## [WORK ORDER]
Lines from the entries below that hold "Zilla" form the answer; copy all of them.

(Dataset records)
────────────────

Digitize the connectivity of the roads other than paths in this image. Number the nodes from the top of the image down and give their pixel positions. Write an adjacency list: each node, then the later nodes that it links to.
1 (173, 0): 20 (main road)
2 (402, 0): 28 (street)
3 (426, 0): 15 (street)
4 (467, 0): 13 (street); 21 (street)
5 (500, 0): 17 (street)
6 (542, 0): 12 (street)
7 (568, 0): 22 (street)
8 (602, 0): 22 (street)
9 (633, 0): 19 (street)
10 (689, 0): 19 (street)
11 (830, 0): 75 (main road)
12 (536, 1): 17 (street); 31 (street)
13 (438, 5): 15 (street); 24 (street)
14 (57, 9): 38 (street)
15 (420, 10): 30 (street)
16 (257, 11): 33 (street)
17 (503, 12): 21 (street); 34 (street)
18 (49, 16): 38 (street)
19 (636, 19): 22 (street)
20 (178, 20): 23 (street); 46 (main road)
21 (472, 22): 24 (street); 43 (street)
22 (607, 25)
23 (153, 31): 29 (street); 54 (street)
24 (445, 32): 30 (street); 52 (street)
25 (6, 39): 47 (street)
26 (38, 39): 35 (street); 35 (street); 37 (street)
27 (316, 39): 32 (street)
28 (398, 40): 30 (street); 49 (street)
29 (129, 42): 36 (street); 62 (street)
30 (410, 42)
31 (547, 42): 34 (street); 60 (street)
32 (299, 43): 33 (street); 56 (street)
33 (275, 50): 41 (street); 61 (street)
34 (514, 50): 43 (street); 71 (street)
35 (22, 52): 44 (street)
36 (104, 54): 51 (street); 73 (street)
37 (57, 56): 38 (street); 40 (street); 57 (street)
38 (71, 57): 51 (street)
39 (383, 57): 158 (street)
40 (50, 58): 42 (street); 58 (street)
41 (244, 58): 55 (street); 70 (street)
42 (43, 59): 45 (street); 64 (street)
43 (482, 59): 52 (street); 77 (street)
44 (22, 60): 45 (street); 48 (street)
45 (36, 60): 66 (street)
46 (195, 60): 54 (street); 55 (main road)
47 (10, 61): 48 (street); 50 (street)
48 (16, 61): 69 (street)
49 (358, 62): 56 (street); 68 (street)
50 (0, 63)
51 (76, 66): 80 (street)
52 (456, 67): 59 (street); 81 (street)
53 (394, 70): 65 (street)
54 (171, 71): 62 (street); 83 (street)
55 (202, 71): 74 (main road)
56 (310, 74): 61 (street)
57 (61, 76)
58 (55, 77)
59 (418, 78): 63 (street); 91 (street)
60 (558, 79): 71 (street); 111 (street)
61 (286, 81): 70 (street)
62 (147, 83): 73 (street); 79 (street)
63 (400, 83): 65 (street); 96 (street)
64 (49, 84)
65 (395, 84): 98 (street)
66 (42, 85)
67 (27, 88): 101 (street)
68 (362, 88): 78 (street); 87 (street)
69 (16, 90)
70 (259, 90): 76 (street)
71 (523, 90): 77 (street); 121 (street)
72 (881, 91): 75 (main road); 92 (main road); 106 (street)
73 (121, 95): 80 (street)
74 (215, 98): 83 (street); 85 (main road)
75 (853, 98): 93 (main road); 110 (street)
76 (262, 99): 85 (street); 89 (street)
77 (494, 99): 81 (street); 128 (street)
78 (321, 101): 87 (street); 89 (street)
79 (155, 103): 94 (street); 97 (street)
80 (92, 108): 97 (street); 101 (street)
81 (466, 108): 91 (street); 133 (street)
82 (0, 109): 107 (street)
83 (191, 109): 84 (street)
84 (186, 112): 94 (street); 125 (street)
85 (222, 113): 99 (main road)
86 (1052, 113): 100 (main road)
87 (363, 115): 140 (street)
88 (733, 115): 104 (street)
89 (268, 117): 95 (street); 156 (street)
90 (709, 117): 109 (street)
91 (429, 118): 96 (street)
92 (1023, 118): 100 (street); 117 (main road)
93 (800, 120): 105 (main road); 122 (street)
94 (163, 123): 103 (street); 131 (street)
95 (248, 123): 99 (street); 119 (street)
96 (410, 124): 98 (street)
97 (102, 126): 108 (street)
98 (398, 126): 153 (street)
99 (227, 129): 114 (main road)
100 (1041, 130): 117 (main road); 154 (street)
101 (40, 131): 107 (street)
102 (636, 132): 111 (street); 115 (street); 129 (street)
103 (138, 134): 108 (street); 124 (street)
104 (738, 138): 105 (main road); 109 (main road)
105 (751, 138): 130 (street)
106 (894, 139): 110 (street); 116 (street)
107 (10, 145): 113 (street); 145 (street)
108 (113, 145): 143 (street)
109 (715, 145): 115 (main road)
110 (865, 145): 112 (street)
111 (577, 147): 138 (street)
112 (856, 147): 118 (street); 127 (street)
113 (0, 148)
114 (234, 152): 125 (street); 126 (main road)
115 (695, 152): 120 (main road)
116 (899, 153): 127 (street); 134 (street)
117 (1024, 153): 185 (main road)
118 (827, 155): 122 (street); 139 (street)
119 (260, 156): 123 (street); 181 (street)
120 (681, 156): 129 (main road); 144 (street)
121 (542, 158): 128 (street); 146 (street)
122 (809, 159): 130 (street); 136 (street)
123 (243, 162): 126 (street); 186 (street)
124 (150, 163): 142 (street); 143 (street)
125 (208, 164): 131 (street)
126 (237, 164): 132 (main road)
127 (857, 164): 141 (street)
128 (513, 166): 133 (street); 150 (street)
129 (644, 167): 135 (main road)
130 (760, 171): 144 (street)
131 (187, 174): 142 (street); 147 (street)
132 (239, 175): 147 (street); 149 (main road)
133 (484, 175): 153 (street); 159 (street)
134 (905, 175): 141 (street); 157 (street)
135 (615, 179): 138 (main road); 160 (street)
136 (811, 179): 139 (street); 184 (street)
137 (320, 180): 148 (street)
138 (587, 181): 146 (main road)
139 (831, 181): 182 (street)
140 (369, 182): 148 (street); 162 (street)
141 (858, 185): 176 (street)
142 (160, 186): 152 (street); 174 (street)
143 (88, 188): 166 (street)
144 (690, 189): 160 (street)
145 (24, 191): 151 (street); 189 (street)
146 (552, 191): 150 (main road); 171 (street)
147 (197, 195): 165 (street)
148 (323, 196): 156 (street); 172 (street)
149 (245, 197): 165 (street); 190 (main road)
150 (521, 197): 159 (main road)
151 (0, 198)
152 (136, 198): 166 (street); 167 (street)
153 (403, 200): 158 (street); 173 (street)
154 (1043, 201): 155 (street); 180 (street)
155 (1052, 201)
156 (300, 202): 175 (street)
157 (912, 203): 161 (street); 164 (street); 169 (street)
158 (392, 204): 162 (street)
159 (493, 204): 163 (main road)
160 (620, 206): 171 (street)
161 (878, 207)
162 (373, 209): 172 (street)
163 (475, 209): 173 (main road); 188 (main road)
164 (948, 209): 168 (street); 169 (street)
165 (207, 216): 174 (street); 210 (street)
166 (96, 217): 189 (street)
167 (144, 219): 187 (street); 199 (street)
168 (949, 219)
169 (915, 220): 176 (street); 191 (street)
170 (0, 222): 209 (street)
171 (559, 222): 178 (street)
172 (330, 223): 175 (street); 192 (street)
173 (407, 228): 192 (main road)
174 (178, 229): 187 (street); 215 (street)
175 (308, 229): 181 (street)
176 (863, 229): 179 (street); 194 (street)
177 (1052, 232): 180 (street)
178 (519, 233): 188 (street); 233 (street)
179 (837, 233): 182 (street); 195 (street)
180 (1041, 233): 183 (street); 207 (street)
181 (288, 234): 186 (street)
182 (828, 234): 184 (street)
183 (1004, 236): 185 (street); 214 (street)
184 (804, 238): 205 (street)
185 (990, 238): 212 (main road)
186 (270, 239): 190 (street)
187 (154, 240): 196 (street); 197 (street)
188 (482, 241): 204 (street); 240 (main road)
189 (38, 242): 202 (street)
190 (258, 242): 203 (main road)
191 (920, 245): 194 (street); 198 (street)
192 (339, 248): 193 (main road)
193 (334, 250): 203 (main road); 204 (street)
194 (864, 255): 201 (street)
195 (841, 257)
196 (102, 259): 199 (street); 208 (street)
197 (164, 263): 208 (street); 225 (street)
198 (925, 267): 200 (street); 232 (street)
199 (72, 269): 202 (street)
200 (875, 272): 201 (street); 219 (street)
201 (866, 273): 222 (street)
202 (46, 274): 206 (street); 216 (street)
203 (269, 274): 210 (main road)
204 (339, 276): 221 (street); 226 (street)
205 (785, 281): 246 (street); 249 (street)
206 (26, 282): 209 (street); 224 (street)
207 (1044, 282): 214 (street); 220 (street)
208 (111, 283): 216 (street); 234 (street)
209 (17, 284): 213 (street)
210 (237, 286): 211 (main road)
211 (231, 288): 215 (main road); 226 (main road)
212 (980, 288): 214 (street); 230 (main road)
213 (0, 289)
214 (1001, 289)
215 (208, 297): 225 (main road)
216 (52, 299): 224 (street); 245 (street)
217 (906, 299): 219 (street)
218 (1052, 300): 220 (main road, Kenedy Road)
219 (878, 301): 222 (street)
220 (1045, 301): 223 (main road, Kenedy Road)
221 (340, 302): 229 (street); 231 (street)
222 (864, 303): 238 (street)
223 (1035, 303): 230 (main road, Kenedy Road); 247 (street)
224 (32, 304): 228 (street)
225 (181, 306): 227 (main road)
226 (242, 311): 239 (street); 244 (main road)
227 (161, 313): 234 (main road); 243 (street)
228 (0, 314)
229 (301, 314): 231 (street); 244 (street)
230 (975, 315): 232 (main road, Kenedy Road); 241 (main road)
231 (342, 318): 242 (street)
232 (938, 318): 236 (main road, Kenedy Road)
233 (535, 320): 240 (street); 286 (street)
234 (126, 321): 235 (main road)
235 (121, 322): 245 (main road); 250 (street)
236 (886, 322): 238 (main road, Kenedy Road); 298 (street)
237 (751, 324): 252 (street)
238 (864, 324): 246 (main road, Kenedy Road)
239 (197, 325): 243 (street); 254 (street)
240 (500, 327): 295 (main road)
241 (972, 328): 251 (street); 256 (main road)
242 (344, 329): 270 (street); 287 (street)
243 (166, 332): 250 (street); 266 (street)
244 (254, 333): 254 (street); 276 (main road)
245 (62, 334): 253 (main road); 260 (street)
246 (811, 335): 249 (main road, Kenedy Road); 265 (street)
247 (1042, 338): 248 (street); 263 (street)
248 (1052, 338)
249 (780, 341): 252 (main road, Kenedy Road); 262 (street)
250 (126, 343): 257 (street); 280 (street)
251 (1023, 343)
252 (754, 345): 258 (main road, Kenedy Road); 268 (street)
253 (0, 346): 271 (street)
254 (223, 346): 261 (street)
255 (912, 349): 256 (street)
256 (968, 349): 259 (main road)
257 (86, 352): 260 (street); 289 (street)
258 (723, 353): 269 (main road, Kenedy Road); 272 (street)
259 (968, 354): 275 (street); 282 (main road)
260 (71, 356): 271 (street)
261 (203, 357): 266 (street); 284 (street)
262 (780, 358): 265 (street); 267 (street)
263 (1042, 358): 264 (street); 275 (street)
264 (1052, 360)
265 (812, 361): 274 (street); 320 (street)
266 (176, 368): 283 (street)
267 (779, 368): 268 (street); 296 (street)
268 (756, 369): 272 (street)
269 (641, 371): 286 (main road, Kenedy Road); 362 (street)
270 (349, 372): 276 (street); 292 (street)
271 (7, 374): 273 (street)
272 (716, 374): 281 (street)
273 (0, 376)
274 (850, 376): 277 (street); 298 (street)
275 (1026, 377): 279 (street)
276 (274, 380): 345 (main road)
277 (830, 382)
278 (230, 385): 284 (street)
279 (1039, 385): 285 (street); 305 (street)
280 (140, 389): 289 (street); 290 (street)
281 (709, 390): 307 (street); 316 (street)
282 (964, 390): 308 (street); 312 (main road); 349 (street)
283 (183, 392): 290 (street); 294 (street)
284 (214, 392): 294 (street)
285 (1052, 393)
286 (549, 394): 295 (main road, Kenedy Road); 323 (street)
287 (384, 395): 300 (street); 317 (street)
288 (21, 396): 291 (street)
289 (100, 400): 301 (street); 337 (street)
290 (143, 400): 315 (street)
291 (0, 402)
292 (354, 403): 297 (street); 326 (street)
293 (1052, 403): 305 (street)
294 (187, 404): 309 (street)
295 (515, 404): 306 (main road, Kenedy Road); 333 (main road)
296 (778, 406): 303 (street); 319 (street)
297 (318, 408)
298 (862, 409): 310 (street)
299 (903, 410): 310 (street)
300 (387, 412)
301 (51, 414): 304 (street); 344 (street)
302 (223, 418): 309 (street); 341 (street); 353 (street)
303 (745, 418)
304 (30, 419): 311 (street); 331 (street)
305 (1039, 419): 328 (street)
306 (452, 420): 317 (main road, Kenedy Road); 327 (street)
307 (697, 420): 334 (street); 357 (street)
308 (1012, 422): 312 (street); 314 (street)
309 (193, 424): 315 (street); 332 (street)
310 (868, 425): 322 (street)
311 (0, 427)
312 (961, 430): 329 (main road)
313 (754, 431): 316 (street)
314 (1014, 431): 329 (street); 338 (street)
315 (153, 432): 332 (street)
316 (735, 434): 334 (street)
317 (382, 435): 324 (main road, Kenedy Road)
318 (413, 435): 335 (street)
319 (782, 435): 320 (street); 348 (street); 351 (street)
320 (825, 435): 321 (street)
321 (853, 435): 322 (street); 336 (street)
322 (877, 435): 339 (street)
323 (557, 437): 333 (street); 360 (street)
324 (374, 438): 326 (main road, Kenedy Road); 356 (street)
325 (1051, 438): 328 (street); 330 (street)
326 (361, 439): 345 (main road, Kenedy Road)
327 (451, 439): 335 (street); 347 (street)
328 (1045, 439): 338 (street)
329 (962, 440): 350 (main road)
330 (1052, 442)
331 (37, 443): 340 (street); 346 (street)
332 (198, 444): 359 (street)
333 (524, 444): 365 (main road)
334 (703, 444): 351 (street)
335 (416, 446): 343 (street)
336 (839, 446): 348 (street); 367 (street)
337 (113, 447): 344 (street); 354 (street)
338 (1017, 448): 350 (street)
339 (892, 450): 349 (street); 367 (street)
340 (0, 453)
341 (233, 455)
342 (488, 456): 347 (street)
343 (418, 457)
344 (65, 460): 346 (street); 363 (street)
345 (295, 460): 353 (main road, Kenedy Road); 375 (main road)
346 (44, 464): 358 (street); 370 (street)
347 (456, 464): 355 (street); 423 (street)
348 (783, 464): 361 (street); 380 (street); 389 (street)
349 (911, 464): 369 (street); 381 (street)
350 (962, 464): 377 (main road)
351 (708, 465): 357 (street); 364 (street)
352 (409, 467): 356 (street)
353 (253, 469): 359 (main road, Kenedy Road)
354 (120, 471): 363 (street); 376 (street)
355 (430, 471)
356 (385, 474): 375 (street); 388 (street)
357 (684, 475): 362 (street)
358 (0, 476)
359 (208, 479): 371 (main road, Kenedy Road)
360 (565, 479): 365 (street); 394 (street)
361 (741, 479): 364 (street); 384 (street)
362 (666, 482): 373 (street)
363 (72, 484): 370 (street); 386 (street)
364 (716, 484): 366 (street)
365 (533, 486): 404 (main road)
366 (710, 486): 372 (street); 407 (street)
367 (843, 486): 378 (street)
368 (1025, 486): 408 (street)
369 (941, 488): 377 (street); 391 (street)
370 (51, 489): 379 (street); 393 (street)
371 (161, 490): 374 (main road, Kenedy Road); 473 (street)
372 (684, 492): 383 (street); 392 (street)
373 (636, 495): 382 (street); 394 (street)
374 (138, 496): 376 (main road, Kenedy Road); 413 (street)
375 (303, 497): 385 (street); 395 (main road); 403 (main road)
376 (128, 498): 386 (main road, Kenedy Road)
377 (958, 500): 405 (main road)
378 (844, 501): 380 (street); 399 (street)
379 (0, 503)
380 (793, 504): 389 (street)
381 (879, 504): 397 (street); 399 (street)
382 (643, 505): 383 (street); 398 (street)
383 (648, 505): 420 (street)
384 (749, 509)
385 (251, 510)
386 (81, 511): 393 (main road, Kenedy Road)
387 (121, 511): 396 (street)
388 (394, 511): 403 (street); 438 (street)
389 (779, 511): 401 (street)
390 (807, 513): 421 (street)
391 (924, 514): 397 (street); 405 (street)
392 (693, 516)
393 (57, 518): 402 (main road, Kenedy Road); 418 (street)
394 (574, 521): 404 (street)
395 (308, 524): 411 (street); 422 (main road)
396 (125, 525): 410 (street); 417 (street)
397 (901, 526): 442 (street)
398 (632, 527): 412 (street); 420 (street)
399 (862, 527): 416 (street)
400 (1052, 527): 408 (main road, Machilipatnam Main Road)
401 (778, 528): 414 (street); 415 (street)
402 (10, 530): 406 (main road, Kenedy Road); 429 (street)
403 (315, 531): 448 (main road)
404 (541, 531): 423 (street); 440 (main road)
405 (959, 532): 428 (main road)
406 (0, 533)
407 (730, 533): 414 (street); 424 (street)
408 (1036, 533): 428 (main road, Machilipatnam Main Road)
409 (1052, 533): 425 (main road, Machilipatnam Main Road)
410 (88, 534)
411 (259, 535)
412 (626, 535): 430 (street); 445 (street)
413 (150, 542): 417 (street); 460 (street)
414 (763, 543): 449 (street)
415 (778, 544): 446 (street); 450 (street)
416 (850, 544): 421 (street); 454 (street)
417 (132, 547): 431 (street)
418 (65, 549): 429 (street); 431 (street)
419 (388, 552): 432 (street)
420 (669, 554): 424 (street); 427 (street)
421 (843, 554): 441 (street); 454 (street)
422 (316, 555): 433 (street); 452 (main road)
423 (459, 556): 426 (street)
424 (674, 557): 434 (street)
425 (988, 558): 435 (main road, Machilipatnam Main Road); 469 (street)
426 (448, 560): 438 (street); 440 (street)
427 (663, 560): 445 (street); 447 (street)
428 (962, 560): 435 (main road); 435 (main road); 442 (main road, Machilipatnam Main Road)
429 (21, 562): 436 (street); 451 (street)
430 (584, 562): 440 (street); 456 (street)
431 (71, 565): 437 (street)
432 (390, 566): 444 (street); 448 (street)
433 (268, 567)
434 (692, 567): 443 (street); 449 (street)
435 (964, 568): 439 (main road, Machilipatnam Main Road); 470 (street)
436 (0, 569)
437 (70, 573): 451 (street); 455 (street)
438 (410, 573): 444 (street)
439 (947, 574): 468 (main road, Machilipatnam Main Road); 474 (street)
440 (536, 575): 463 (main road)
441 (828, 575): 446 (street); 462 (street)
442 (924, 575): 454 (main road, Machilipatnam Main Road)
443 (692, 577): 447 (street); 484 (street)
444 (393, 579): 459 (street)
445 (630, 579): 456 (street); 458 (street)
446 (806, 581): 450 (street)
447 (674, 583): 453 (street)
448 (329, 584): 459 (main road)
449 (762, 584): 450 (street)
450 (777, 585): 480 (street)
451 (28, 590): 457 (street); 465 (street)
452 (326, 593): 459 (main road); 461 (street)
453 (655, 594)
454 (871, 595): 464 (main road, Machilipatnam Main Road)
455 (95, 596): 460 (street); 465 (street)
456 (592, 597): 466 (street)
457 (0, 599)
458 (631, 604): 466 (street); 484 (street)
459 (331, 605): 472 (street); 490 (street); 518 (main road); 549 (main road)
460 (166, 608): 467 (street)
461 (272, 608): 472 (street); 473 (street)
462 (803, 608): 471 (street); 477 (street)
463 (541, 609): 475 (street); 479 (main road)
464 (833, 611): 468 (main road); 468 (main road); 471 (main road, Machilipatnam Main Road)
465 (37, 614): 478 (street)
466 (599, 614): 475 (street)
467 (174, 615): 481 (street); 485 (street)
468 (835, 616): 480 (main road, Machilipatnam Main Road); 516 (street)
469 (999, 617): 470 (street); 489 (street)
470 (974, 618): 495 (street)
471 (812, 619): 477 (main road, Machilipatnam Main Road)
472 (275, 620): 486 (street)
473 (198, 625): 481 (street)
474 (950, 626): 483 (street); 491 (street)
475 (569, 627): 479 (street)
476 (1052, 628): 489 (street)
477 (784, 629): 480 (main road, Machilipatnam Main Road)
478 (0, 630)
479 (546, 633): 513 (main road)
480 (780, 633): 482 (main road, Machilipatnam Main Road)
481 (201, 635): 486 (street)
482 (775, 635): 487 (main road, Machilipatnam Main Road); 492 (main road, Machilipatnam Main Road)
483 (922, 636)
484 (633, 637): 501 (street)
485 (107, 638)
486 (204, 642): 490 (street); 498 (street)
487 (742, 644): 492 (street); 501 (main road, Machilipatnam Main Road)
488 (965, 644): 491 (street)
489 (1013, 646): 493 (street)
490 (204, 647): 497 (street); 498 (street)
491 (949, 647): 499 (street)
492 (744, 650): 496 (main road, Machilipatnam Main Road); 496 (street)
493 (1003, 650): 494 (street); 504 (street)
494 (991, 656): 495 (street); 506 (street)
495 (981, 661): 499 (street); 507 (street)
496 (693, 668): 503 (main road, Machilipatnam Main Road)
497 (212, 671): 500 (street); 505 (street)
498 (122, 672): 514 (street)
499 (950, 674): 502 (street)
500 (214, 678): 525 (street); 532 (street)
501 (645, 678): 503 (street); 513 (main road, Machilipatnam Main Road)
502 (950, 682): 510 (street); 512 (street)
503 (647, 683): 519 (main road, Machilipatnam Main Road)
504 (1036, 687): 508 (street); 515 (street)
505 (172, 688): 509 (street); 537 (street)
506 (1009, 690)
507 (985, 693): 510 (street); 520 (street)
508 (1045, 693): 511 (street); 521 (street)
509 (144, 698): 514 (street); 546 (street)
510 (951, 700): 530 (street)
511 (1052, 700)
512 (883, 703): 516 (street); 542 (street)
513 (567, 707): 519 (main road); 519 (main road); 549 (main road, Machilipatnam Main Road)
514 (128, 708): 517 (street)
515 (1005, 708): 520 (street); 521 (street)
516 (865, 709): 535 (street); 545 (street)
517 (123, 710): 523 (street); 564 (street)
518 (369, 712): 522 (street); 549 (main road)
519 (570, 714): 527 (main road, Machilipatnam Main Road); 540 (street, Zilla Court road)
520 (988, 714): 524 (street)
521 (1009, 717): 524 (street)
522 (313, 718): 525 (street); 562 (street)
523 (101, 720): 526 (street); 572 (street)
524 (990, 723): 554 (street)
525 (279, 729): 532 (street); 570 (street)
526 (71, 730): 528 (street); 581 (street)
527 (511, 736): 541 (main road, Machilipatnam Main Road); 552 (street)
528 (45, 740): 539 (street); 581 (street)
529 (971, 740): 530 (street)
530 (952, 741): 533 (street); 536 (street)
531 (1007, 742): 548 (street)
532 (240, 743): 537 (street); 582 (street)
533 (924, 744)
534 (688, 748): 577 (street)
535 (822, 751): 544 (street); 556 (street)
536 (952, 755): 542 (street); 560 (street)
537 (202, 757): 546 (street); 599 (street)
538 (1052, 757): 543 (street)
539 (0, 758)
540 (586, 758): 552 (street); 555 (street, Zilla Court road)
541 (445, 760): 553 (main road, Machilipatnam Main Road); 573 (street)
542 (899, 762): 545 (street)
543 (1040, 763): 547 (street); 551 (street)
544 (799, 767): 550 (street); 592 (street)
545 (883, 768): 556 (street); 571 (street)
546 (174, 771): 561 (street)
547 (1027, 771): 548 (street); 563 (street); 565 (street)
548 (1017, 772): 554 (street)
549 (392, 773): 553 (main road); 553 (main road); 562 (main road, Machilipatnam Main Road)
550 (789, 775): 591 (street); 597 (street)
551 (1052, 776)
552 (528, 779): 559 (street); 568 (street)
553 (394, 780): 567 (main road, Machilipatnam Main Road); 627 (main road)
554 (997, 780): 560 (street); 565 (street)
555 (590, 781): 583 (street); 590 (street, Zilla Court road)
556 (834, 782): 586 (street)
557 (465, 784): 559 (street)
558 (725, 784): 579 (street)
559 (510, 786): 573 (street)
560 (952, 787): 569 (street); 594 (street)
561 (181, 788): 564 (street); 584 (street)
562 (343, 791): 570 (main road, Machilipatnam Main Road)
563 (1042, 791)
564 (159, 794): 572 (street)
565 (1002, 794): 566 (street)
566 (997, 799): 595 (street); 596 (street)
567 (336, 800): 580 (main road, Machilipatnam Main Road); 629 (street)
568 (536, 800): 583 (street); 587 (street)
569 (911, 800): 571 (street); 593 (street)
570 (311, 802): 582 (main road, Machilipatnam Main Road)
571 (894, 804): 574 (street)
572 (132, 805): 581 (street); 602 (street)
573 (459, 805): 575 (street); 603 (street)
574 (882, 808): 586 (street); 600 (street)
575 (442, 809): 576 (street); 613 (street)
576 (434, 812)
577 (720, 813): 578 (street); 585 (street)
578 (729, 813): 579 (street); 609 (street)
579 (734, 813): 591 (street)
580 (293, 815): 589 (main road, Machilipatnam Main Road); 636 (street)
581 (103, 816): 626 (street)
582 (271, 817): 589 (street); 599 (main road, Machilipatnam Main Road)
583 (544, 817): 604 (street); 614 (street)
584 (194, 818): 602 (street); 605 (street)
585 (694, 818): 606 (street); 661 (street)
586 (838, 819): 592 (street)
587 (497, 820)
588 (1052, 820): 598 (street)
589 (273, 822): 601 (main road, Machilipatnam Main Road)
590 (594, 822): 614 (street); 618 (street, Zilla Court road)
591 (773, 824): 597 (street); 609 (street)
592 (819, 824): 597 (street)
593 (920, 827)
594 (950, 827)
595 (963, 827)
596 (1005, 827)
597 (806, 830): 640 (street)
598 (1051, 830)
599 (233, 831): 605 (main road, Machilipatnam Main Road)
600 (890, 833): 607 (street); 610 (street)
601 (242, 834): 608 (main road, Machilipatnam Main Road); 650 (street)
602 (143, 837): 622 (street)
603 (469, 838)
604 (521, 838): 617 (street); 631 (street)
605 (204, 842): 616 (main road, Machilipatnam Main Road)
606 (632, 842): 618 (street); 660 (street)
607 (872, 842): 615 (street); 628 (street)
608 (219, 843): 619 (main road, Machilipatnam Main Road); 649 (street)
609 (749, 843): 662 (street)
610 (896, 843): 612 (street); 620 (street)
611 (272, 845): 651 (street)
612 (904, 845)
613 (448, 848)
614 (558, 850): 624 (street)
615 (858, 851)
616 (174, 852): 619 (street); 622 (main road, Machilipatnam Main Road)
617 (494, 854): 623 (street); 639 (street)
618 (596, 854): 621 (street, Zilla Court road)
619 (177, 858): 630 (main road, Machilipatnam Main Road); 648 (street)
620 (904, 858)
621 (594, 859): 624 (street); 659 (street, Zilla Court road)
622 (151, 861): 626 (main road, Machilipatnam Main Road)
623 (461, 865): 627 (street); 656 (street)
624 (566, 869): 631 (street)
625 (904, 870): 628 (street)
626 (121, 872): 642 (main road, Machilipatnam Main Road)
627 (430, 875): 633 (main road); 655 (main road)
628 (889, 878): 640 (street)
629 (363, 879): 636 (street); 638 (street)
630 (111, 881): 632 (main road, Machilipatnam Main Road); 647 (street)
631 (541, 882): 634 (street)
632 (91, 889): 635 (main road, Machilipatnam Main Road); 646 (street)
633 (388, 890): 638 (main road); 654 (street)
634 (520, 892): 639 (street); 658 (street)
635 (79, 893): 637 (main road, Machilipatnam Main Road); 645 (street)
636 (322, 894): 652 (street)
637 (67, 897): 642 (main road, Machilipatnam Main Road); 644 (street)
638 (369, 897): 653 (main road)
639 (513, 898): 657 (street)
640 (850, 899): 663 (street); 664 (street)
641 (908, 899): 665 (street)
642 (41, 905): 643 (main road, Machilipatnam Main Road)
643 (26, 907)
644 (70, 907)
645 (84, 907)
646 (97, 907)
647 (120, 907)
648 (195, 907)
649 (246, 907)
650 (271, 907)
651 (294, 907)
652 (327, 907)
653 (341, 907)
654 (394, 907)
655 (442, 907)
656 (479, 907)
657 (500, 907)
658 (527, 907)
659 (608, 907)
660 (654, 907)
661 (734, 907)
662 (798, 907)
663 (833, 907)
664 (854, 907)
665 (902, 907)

────────────────

## [EXPECTED ANSWER]
519 (570, 714): 527 (main road, Machilipatnam Main Road); 540 (street, Zilla Court road)
540 (586, 758): 552 (street); 555 (street, Zilla Court road)
555 (590, 781): 583 (street); 590 (street, Zilla Court road)
590 (594, 822): 614 (street); 618 (street, Zilla Court road)
618 (596, 854): 621 (street, Zilla Court road)
621 (594, 859): 624 (street); 659 (street, Zilla Court road)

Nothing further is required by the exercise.